Its the norm in here Hmm
Ponoka7 · 14/04/2022 08:26

I think that you do need to consider self care. It would have been better to swerve the wine, have a bath and get into bed. Alcohol doesn't help us sleep better. I'm glad you mention that you haven't put on weight, because I thought that would be what the thread was about. He does seem to be worried about health. As said, don't be defensive, work out how you can improve things together.

DameHelena · 14/04/2022 08:27

The wine and passing out tired on the bed are of no consequence IMO.
And you sound like you do a fair amount of walking, which is a lot better than nothing.
He's being a drama llama about that, I think.
But why do you seldom have breakfast, and eat crisps for lunch? That can make a big difference to your energy and general mood, as well as overall health.
Does he not pull his weight, so you're always pushed for time? or is it your choice/habit to eat like this?

Tillsforthrills · 14/04/2022 08:28

Sorry but the image of you passed out from tiredness after a few glasses of wine was amusing, we’ve all been there.

As your partner he should feel empathy at seeing you exhausted, how dare he use that as an opportunity to complain about you. Not good.

Tillerman · 14/04/2022 08:29

As a PP said, if he’d approached this in a sensitive caring manner you probably wouldn’t feel so bad. If he’d said something along the lines of ‘I’m worried about you and your health, is everything ok?’ for example, I don’t think you’d have felt anywhere near as upset. Instead he attacked and criticised you which is never a good approach.

Dickopf · 14/04/2022 08:30

@AlternativePerspective

I guarantee that if a woman posted here that she’d found her dp “passed out” on the bed in his clothes after what he said to be one beer the response would be “he’s lying. You don’t just pass out from one beer, he will have drank more than that.”

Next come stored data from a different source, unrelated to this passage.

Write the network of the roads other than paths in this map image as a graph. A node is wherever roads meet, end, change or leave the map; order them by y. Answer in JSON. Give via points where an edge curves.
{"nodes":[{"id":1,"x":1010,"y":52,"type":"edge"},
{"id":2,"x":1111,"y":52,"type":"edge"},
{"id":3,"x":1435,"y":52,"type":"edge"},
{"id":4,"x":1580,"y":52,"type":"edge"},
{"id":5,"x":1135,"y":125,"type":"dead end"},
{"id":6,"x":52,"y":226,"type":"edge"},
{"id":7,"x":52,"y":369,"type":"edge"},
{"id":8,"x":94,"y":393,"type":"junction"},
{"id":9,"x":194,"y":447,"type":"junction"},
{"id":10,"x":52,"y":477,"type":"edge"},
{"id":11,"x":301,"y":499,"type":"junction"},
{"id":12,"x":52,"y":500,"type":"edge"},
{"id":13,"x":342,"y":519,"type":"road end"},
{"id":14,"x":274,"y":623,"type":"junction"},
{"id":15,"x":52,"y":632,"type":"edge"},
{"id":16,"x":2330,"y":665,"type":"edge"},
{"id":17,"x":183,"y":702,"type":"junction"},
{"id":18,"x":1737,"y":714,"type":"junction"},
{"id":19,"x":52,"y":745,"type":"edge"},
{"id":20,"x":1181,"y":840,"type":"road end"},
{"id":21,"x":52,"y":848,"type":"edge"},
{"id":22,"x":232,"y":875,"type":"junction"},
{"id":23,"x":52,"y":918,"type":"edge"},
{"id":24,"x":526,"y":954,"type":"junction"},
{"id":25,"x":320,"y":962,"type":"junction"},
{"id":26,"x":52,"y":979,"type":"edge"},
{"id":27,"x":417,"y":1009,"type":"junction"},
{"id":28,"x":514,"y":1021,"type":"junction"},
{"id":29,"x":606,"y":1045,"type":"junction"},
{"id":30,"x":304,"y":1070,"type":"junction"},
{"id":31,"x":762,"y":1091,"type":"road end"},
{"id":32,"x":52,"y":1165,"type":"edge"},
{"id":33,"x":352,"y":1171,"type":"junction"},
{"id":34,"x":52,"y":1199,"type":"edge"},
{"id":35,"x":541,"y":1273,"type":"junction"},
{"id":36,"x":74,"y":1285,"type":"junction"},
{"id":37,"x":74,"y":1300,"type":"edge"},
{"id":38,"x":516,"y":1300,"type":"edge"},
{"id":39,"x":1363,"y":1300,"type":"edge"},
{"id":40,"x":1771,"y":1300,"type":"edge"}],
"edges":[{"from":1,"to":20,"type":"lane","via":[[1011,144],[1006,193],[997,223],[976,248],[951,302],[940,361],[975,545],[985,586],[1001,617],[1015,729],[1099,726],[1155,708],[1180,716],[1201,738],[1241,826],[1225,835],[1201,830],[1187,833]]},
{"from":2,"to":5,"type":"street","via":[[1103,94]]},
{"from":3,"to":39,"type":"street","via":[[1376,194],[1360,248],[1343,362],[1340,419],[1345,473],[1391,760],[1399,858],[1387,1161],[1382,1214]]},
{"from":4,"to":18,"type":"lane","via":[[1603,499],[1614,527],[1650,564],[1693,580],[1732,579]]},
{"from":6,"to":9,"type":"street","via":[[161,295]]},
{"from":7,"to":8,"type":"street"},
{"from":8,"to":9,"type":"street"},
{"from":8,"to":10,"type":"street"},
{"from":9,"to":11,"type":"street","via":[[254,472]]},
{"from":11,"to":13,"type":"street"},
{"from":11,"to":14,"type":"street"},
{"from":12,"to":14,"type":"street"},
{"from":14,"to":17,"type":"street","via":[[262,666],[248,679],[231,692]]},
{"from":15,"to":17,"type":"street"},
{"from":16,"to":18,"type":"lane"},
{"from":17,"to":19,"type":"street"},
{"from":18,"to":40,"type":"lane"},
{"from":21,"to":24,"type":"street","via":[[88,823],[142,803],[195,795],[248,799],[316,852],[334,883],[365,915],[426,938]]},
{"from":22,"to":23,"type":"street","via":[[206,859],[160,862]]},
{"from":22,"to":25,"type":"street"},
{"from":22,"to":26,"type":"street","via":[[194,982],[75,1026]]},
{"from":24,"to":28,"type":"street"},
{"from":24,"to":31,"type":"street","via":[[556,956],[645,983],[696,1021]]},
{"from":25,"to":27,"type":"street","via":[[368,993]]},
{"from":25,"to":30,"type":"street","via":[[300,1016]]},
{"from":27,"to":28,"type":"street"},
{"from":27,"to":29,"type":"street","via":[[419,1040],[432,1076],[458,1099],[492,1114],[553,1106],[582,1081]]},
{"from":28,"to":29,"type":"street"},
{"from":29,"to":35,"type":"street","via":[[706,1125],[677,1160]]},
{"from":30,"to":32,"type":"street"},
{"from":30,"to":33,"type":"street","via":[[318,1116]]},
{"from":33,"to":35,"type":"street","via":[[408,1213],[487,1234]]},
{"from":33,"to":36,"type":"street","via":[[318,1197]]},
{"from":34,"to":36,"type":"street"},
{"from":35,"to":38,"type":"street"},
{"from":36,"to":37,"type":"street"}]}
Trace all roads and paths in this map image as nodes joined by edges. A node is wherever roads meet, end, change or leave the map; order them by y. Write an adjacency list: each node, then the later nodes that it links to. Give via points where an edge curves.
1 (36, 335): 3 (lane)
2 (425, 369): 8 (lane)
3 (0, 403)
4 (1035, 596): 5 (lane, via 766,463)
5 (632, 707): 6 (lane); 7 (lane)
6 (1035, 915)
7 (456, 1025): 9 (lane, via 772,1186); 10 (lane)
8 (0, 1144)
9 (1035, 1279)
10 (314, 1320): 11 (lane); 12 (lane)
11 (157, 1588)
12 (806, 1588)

Add in doesn’t eat breakfast and lives on crisps apart from in the evening when “we do have a healthy meal,” and people would be saying that the OP needs to talk to him, that he should want to change his lifestyle for the good of his child.

But this is mn, where all men are bastards, and all women are victims. [hmmm]

Agree with this.
DressingPafe · 14/04/2022 08:30

FGS, this is Mumsnet, not Dadsnet. Does every single thread now have to be filled with posts saying “if the sexes were reversed blah blah blah”.
You can still have the view that the OPs husband may have a point without constantly saying “if a man had done this”. It’s getting boring.

OP, maybe have a calm discussion with your DH without moodiness (on either side). Sounds like there are a few positive changes you could make, but at the same time maybe he can support those changes in a constructive way.